I would like to use that ELK stack for trafic monitoring purpose. using log from fortigate device, currentely sent to syslogd server ( same machine as described earlier ) using logstash to forward those logs to ES and... finaly visualise em in Kibana !

Lets also say that I currently have ~ 25g of logs per day created in a "daily indice" ANDDDDD we will more than probably reach ~100gig of logs per day ( per daily indices )

now, to add complexity ! In a near future, we would like to be able to see up to 30 days of "logs information" in a single visualisation dashboard ( currentely at ~25giga we cannot. we get a "freaking 30 000ms timeout" in kibana for only 7days dashboard... ******** any help is welcome here.. ********** any way to generate a view no matter how long it will take ? like a monthly overnight report ? I couldnt care less... as long I can see it when needed...)

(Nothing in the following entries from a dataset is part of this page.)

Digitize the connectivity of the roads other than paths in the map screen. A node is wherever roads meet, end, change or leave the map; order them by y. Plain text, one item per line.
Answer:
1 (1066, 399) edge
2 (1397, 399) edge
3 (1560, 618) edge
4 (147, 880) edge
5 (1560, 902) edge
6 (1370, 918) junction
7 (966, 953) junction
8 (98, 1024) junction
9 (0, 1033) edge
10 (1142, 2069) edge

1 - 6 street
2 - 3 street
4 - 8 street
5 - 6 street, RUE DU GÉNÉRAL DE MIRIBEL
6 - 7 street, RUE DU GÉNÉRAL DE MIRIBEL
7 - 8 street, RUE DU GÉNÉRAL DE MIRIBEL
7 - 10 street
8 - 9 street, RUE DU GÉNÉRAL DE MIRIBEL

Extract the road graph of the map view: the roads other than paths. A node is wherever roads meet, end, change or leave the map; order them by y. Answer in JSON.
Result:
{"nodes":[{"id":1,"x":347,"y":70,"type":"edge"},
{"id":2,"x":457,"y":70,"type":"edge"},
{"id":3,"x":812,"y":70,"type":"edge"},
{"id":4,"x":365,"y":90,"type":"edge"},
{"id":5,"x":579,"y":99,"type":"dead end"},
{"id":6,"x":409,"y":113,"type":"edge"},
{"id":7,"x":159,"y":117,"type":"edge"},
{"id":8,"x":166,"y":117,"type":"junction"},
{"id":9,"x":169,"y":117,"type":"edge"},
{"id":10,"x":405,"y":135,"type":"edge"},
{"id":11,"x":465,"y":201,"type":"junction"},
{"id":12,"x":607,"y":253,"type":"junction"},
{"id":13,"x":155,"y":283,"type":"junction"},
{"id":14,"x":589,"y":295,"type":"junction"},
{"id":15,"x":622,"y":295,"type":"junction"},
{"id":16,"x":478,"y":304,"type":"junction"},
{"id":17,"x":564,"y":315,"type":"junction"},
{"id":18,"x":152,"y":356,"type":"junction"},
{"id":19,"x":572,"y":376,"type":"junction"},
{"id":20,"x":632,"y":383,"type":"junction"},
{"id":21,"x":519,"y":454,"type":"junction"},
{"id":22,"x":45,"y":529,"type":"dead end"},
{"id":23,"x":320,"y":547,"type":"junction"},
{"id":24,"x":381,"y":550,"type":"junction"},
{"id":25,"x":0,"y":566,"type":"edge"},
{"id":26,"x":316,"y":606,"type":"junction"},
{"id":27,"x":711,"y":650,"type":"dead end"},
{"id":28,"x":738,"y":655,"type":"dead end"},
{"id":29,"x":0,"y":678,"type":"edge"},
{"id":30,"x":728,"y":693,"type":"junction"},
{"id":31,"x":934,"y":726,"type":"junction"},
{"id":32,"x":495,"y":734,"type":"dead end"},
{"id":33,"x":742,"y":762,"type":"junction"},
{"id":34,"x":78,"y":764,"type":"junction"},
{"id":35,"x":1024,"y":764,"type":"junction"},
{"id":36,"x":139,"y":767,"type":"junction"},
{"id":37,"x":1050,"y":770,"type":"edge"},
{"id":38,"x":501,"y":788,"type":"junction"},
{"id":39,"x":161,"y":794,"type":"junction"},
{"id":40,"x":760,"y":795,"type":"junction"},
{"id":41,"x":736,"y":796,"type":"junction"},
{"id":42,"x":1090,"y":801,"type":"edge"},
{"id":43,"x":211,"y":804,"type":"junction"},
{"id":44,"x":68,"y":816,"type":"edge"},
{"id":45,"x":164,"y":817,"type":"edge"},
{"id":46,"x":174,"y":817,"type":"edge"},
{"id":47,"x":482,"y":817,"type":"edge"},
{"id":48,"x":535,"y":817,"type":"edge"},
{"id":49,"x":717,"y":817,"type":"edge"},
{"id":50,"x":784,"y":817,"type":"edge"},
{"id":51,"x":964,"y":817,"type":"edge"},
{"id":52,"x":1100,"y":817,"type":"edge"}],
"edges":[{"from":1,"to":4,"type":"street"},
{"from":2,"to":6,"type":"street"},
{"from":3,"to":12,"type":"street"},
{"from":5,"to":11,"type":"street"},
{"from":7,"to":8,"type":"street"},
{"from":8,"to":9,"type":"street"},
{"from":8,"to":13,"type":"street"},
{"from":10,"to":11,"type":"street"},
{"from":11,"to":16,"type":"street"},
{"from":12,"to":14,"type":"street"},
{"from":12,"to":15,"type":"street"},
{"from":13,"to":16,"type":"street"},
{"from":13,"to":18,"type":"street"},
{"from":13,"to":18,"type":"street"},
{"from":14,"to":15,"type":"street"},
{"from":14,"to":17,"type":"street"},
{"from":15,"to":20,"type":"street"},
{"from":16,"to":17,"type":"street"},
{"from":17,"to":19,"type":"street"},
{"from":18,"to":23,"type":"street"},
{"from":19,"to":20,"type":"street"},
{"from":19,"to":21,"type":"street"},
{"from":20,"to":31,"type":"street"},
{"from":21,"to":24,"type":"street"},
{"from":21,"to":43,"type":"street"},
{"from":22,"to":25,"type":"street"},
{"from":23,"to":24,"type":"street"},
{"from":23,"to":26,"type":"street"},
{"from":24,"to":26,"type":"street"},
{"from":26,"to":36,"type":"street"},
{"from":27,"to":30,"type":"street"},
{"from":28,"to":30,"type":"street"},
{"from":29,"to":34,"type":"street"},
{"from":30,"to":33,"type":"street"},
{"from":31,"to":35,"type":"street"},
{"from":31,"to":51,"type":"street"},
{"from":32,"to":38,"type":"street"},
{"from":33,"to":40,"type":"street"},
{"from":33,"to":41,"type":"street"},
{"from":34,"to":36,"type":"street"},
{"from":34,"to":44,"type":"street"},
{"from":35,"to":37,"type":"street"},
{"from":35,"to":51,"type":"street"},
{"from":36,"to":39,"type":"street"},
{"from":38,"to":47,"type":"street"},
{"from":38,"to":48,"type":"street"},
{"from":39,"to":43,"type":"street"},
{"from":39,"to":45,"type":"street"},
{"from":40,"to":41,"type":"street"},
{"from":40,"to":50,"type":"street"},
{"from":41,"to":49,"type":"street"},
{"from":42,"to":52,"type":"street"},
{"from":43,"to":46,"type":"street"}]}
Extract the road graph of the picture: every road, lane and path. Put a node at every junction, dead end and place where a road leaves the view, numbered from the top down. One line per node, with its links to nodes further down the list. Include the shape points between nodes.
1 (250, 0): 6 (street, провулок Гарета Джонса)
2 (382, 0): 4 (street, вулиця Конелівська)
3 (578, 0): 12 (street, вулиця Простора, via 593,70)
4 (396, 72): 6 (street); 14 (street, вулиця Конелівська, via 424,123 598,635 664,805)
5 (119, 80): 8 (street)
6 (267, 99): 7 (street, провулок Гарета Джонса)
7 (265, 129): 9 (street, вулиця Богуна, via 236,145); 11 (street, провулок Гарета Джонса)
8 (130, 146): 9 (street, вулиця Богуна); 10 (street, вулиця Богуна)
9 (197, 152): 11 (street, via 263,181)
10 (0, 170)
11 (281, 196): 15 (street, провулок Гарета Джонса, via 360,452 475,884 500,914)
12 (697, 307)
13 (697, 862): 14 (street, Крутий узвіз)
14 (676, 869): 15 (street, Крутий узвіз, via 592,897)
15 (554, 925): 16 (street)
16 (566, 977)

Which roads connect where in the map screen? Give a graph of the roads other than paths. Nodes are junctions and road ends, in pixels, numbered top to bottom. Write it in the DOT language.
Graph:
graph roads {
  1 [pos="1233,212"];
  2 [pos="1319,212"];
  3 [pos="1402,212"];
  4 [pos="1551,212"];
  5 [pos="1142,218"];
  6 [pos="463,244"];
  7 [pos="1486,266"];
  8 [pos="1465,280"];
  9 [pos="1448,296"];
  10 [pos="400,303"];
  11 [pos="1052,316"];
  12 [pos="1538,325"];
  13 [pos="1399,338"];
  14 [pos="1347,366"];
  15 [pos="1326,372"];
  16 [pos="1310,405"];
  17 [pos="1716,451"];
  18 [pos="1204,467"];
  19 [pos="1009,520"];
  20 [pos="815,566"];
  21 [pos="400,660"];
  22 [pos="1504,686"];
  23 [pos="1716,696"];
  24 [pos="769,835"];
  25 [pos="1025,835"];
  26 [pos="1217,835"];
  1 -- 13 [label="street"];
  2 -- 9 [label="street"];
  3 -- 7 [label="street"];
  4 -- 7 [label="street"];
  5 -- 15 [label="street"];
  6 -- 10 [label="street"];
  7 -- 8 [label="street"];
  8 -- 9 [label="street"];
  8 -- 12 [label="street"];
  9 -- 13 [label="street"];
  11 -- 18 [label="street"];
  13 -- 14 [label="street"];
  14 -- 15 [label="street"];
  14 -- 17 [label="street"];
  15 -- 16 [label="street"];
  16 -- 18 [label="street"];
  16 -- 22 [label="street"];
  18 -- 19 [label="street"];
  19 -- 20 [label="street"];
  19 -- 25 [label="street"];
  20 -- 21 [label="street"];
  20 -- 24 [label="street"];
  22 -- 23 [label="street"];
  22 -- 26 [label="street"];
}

now ... ive been thru almost everything to optmize the stack,
ram dedicated
mlocktrue all
desactivate swap in fstab
change refresh interval
etc.

Everything I can think of right now OR found on internet, but "personalise my mapping" and honestly, this part.. is absolutely a pain in the .... I am really forced to do it? I mean ffs. I have more than 200 field that would need to be personalised, exclude or whatever else...

AM I REALLY stuck with that customisation to do ? ( not only that but afterward... I would have to figure out a way to reindex the whole thing after creating my personalised template.. )

See my problem is ... it is a permanentely moving machine, It will continue again and again and again to receive logs from FTG device AND index em. it will never stop. So, i cannot stop logstash instance or whatever else to dedicate ressource that might be somehow missing neighter can I stop the "indexation"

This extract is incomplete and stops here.